▶ _PROBLEM DESCRIPTION_: Search the data for the word "bridge" and copy every line that contains it.

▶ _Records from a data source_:
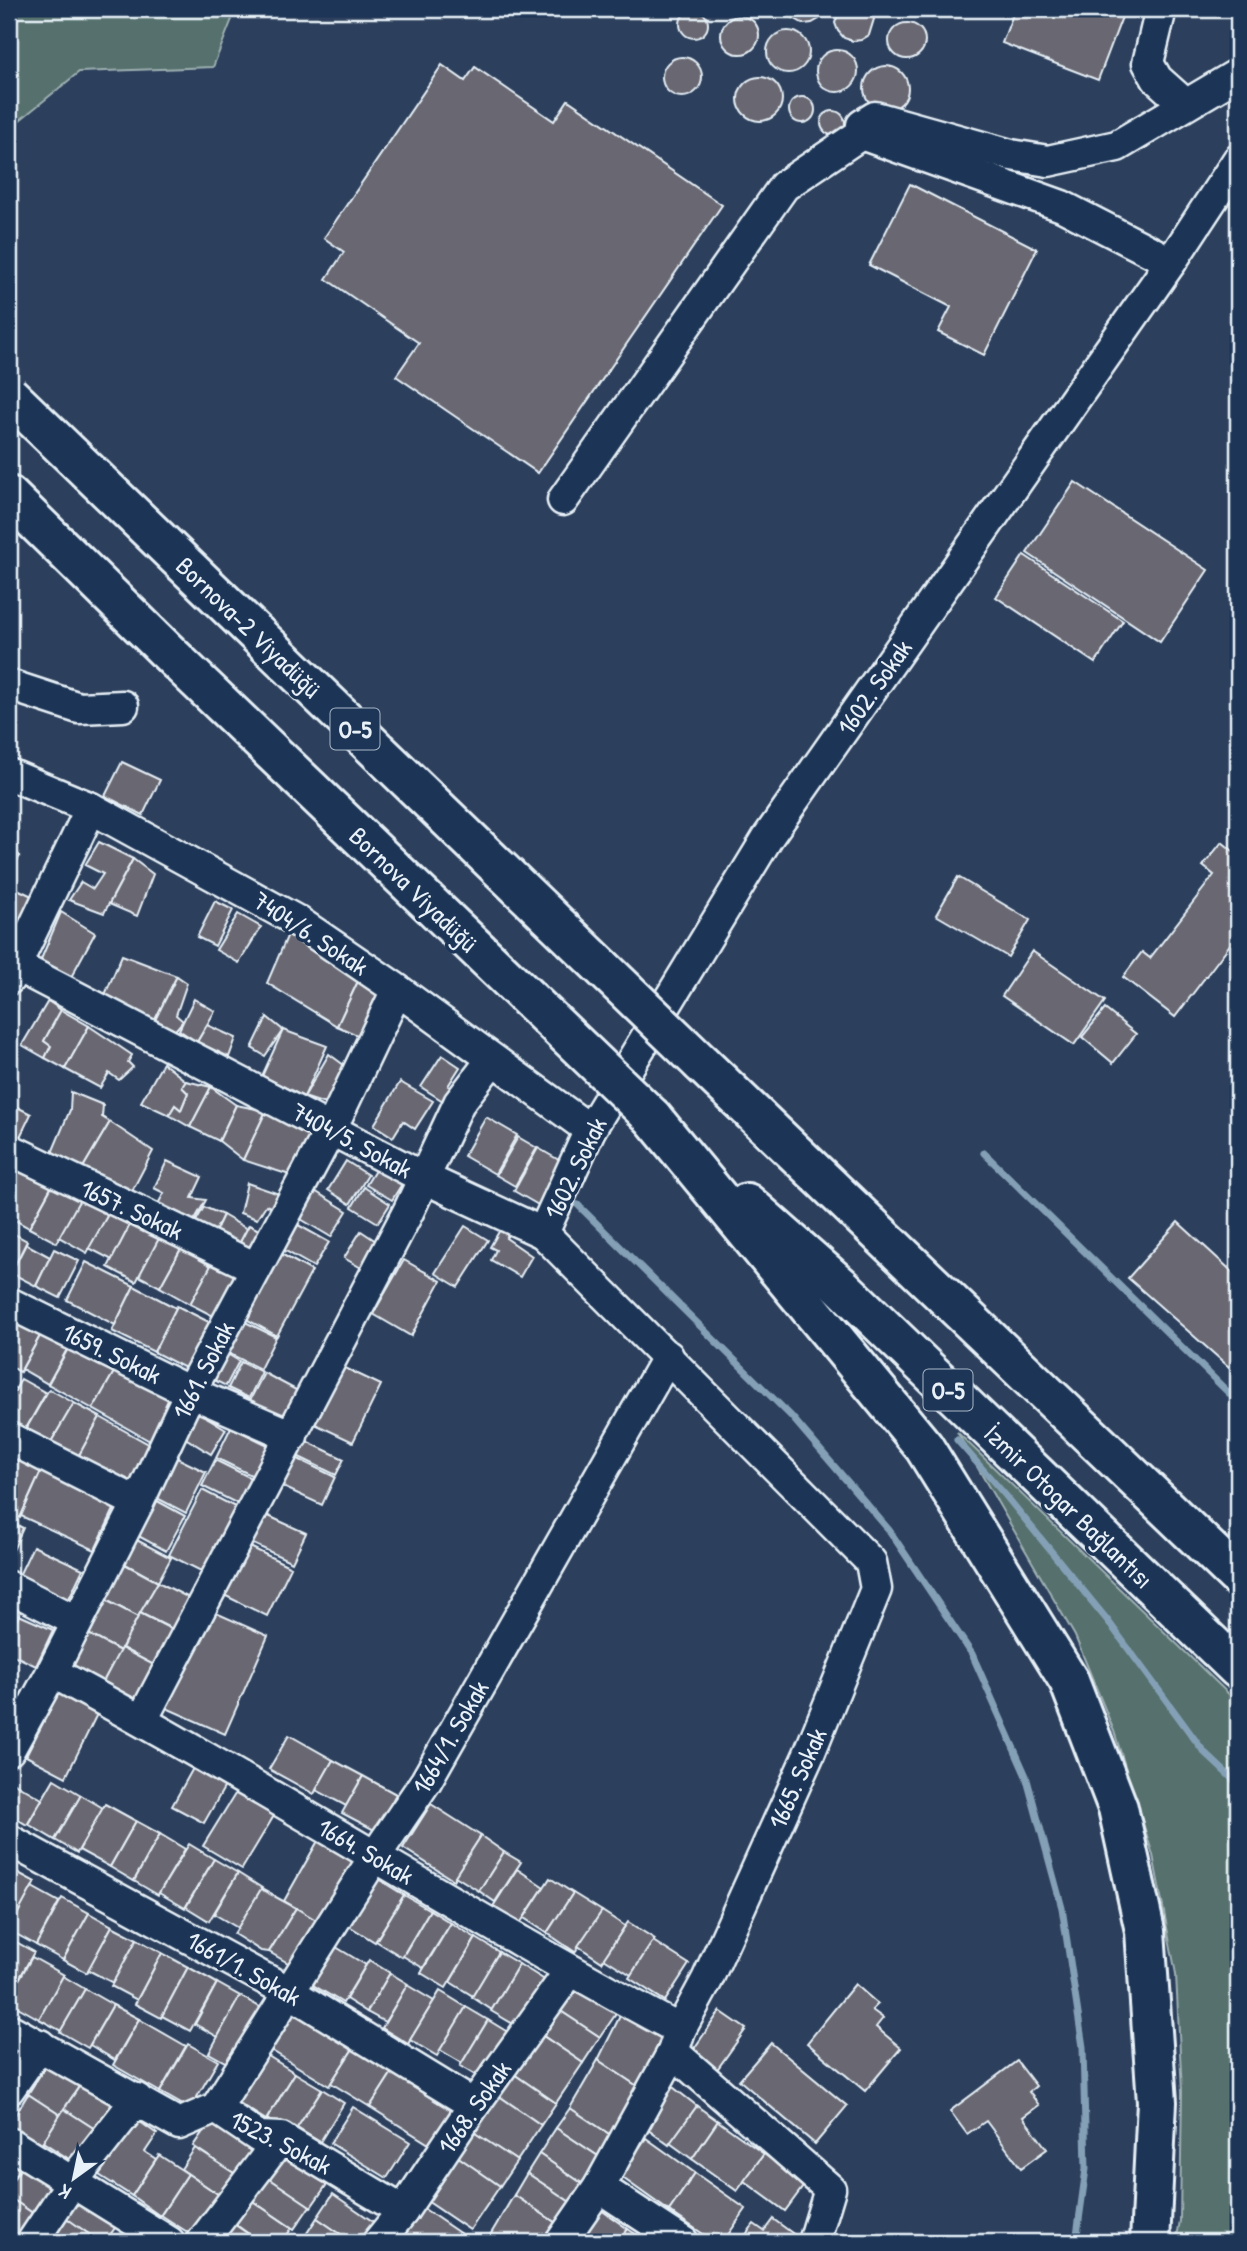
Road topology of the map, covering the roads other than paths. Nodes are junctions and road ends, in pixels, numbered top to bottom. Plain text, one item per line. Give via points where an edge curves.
1 (1161, 9) edge
2 (1238, 74) edge
3 (1185, 104) junction
4 (861, 134) junction
5 (1238, 160) edge
6 (1171, 262) junction
7 (9, 395) edge
8 (9, 496) edge
9 (563, 500) dead end
10 (9, 685) edge
11 (123, 706) dead end
12 (9, 774) edge
13 (91, 808) junction
14 (11, 969) edge
15 (397, 990) junction
16 (492, 1059) junction
17 (652, 1117) junction
18 (331, 1129) junction
19 (590, 1130) junction
20 (9, 1149) edge
21 (424, 1178) junction
22 (544, 1233) junction
23 (256, 1268) junction
24 (9, 1303) edge
25 (668, 1356) junction
26 (190, 1392) junction
27 (292, 1436) junction
28 (9, 1438) edge
29 (138, 1503) junction
30 (1238, 1577) edge
31 (9, 1587) edge
32 (76, 1621) junction
33 (1238, 1668) edge
34 (52, 1672) junction
35 (142, 1720) junction
36 (10, 1744) edge
37 (9, 1840) edge
38 (375, 1856) junction
39 (570, 1971) junction
40 (291, 1993) junction
41 (9, 2029) edge
42 (677, 2041) junction
43 (40, 2045) junction
44 (9, 2089) edge
45 (137, 2099) junction
46 (474, 2105) junction
47 (216, 2108) junction
48 (281, 2138) junction
49 (9, 2143) edge
50 (72, 2182) junction
51 (599, 2187) junction
52 (403, 2211) junction
53 (32, 2242) edge
54 (169, 2242) edge
55 (202, 2242) edge
56 (378, 2242) edge
57 (561, 2242) edge
58 (683, 2242) edge
59 (814, 2242) edge
60 (1150, 2242) edge

1 - 3 street via 1148,63 1157,79
2 - 3 street
3 - 4 street via 1117,146 1048,161 875,117 862,125
4 - 6 street via 1062,206
4 - 9 street via 784,186
5 - 6 street, 1602. Sokak
6 - 19 street, 1602. Sokak via 768,837
7 - 30 highway, Bornova-2 Viyadüğü / O-5, bridge
8 - 17 highway, Bornova Viyadüğü / O-5, bridge
10 - 11 street via 79,708
12 - 13 street, 7404/6. Sokak
13 - 14 street
13 - 15 street, 7404/6. Sokak via 297,921
14 - 18 street, 7404/5. Sokak
15 - 16 street, 7404/6. Sokak
15 - 18 street, 1661. Sokak
16 - 19 street, 7404/6. Sokak
16 - 21 street via 459,1103
17 - 33 highway, İzmir Otogar Bağlantısı / O-5 via 841,1286
17 - 60 highway via 924,1447 1069,1681 1118,1808 1145,1931 1157,2102
18 - 21 street, 7404/5. Sokak
18 - 23 street, 1661. Sokak
19 - 22 street, 1602. Sokak
20 - 23 street, 1657. Sokak
21 - 22 street, 7404/5. Sokak
21 - 27 street
22 - 25 street, 7404/5. Sokak
23 - 26 street, 1661. Sokak
24 - 26 street, 1659. Sokak
25 - 38 street, 1664/1. Sokak via 426,1781
25 - 42 street, 1665. Sokak via 871,1562 876,1590 809,1754
26 - 27 street, 1659. Sokak
26 - 29 street, 1661. Sokak
27 - 35 street
28 - 29 street
29 - 32 street, 1661. Sokak
31 - 32 street
32 - 34 street, 1661. Sokak
34 - 35 street, 1664. Sokak
34 - 36 street, 1661. Sokak
35 - 38 street, 1664. Sokak
37 - 40 street, 1661/1. Sokak
38 - 39 street, 1664. Sokak
38 - 40 street, 1664/1. Sokak
39 - 42 street, 1664. Sokak
39 - 46 street, 1668. Sokak
40 - 46 street, 1661/1. Sokak
40 - 47 street, 1664/1. Sokak
41 - 43 street, 1523. Sokak
42 - 51 street, 1665. Sokak
42 - 59 street, 1664. Sokak via 830,2189
43 - 44 street
43 - 45 street, 1523. Sokak
45 - 47 street, 1523. Sokak via 179,2123
45 - 50 street
46 - 52 street, 1668. Sokak
47 - 48 street, 1523. Sokak via 259,2137
48 - 52 street, 1523. Sokak
48 - 55 street
49 - 50 street
50 - 53 street
50 - 54 street
51 - 57 street, 1665. Sokak
51 - 58 street
52 - 56 street, 1668. Sokak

▶ _WRITTEN RESPONSE_:
7 - 30 highway, Bornova-2 Viyadüğü / O-5, bridge
8 - 17 highway, Bornova Viyadüğü / O-5, bridge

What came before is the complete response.